__Assigned task__
Give the records again in full, exactly as they appear, but without the pictures.

__Data records__

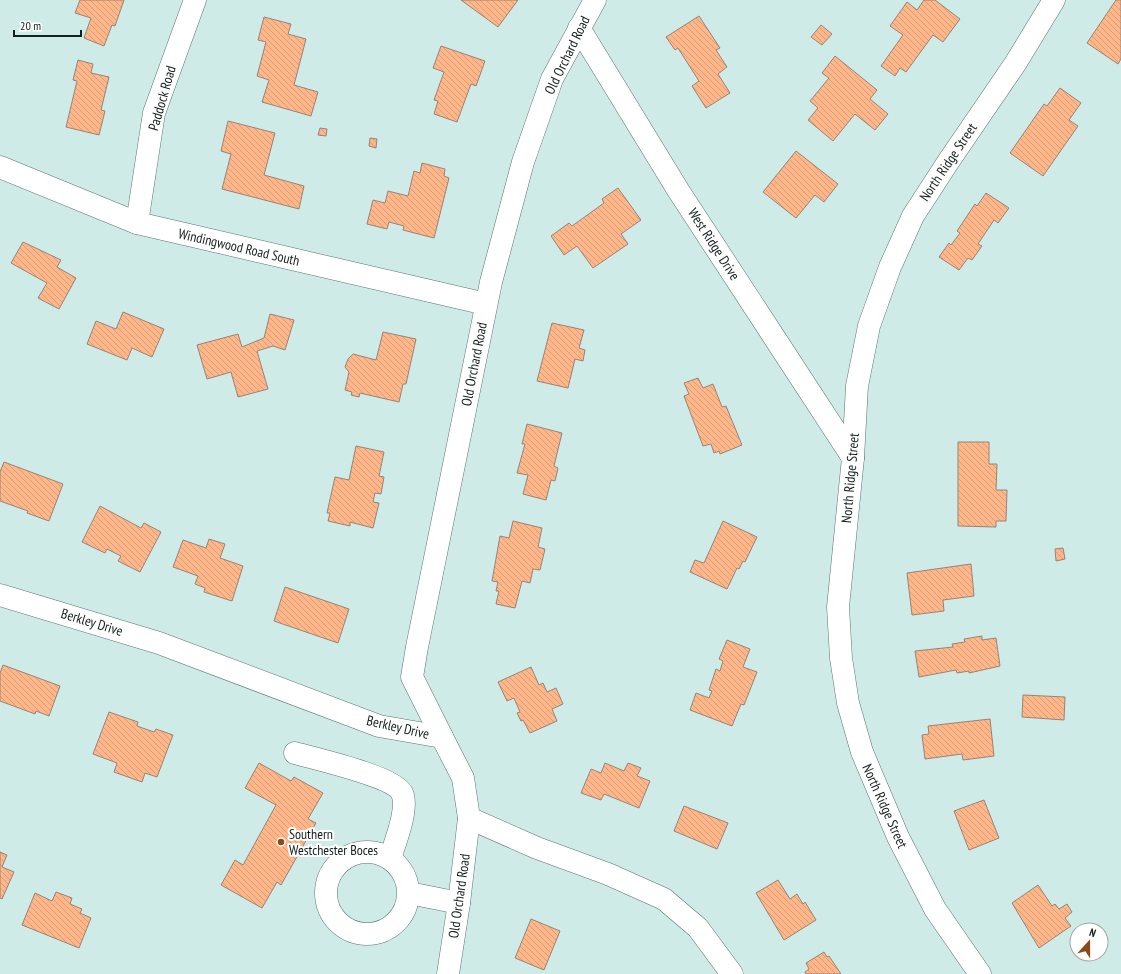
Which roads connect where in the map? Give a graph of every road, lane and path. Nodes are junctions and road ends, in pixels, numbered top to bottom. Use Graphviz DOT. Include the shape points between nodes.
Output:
graph roads {
  1 [pos="194,0"];
  2 [pos="595,0"];
  3 [pos="1054,0"];
  4 [pos="579,28"];
  5 [pos="0,167"];
  6 [pos="136,223"];
  7 [pos="486,304"];
  8 [pos="853,458"];
  9 [pos="0,595"];
  10 [pos="442,737"];
  11 [pos="295,752"];
  12 [pos="469,818"];
  13 [pos="390,858"];
  14 [pos="409,893"];
  15 [pos="459,903"];
  16 [pos="448,974"];
  17 [pos="732,974"];
  18 [pos="980,974"];
  1 -- 6 [label="street, Paddock Road" via="154,113"];
  2 -- 4 [label="street, Old Orchard Road"];
  3 -- 8 [label="street, North Ridge Street" via="1015,64 913,216 890,267 867,334 857,386"];
  4 -- 7 [label="street, Old Orchard Road" via="552,79 523,162"];
  4 -- 8 [label="street, West Ridge Drive" via="678,190"];
  5 -- 6 [label="street, Windingwood Road South"];
  6 -- 7 [label="street, Windingwood Road South"];
  7 -- 10 [label="street, Old Orchard Road" via="412,677"];
  8 -- 18 [label="street, North Ridge Street" via="838,607 841,658 848,703 862,752 898,837 934,909"];
  9 -- 10 [label="street, Berkley Drive" via="159,642 380,726"];
  10 -- 12 [label="street, Berkley Drive" via="463,778"];
  11 -- 13 [label="street" via="373,775 395,786 402,793 404,809"];
  12 -- 15 [label="street, Old Orchard Road"];
  12 -- 17 [label="street" via="536,848 608,874 664,900 698,928"];
  13 -- 14 [label="street" via="400,868"];
  13 -- 14 [label="street" via="378,852 364,851 339,862 326,886 330,912 339,923 350,930 363,934 377,933 400,919"];
  14 -- 15 [label="street"];
  15 -- 16 [label="street, Old Orchard Road"];
}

__Written answer__
Which roads connect where in the map? Give a graph of every road, lane and path. Nodes are junctions and road ends, in pixels, numbered top to bottom. Use Graphviz DOT. Include the shape points between nodes.
Output:
graph roads {
  1 [pos="194,0"];
  2 [pos="595,0"];
  3 [pos="1054,0"];
  4 [pos="579,28"];
  5 [pos="0,167"];
  6 [pos="136,223"];
  7 [pos="486,304"];
  8 [pos="853,458"];
  9 [pos="0,595"];
  10 [pos="442,737"];
  11 [pos="295,752"];
  12 [pos="469,818"];
  13 [pos="390,858"];
  14 [pos="409,893"];
  15 [pos="459,903"];
  16 [pos="448,974"];
  17 [pos="732,974"];
  18 [pos="980,974"];
  1 -- 6 [label="street, Paddock Road" via="154,113"];
  2 -- 4 [label="street, Old Orchard Road"];
  3 -- 8 [label="street, North Ridge Street" via="1015,64 913,216 890,267 867,334 857,386"];
  4 -- 7 [label="street, Old Orchard Road" via="552,79 523,162"];
  4 -- 8 [label="street, West Ridge Drive" via="678,190"];
  5 -- 6 [label="street, Windingwood Road South"];
  6 -- 7 [label="street, Windingwood Road South"];
  7 -- 10 [label="street, Old Orchard Road" via="412,677"];
  8 -- 18 [label="street, North Ridge Street" via="838,607 841,658 848,703 862,752 898,837 934,909"];
  9 -- 10 [label="street, Berkley Drive" via="159,642 380,726"];
  10 -- 12 [label="street, Berkley Drive" via="463,778"];
  11 -- 13 [label="street" via="373,775 395,786 402,793 404,809"];
  12 -- 15 [label="street, Old Orchard Road"];
  12 -- 17 [label="street" via="536,848 608,874 664,900 698,928"];
  13 -- 14 [label="street" via="400,868"];
  13 -- 14 [label="street" via="378,852 364,851 339,862 326,886 330,912 339,923 350,930 363,934 377,933 400,919"];
  14 -- 15 [label="street"];
  15 -- 16 [label="street, Old Orchard Road"];
}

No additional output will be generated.